When I attended the 2010 GPU programming conference hosted by NVIDIA I encounted Tidepowerd, which has a .NET library called GPU.NET for GPU programming.
GPU programming enables amazing performance improvements for certain types of code. Most GPU programming is done in C/C++, but Typepowerd lets you run code in .NET, simply marking any methods you want to run on the GPU with a [kernel] attribute:
private static void AddGpu(float a, float b, float c)
// Get the thread id and total number of threads
int ThreadId = BlockDimension.X * BlockIndex.X + ThreadIndex.X;
int TotalThreads = BlockDimension.X * GridDimension.X;
for (int ElementIndex = ThreadId; ElementIndex < a.Length; ElementIndex += TotalThreads)
c[ElementIndex] = a[ElementIndex] + b[ElementIndex];
GPU.NET is now at version 2.0 and includes Visual Studio Error List and IntelliSense support.
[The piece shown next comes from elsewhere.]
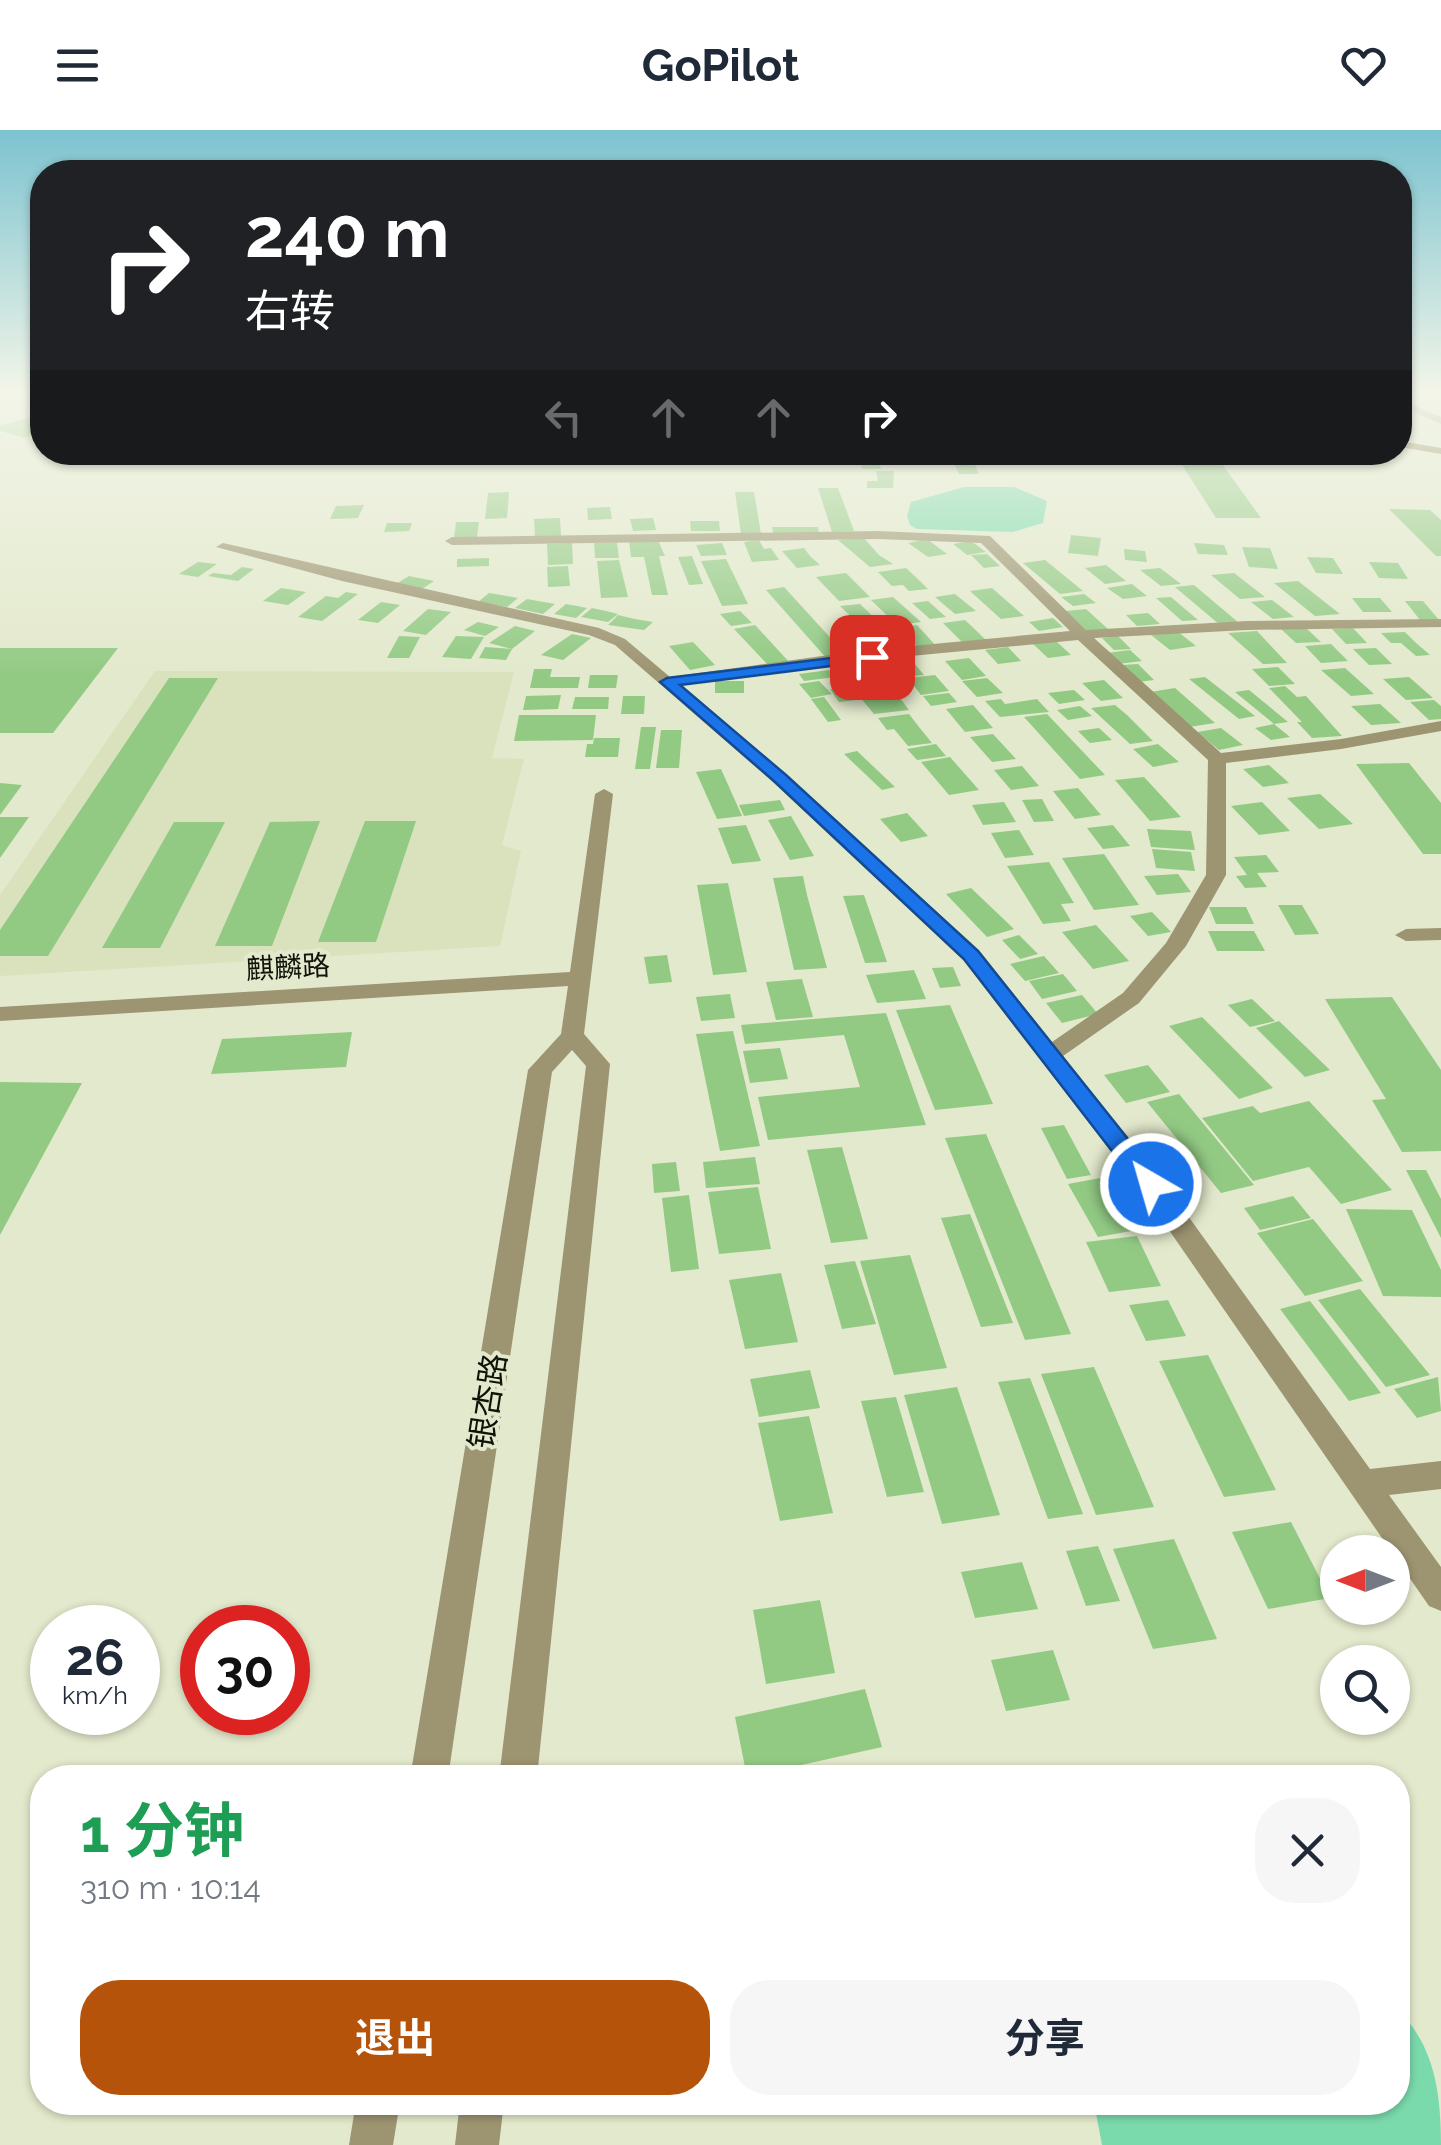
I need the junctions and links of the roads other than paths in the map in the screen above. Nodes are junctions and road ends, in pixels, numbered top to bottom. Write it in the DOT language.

This is useful, since some C# code will not run on the GPU. Strings, for example, are not supported. Take a look at this article which lists .NET OpCodes that do not work in GPU.NET.
GPU.NET requires an NVIDIA GPU with CUDA support and a CUDA 3.0 driver. It can run on Mac and Linux using Mono, the open source implementation of .NET. In principle, GPU.NET could also work with AMD GPUs or others via a vendor-specific runtime:
but the latest FAQ says:
Support for AMD devices is currently under development, and support for other hardware architectures will follow shortly.
Another limitation is support for multiple GPUs. If you want to do serious supercomputing relatively cheaply, stuffing a PC with a bunch of Tesla GPUs is a great way to do it, but currently GPU.NET only used one GPU per active thread as far as I can tell from this note:
The GPU.NET runtime includes a work-scheduling system which can distribute device method (“kernel”) calls to multiple GPUs in the system; at this time, this only works for applications which call device-based methods from multiple host threads using multiple CPU cores. In a future release, GPU.NET will be able to use multiple GPUs to execute a single method call.
I doubt that GPU.NET or other .NET libraries will ever compete with C/C++ for performance, but ease of use and productivity count for a lot too. Potentially GPU.NET could bring GPU programming to the broad range of .NET developers.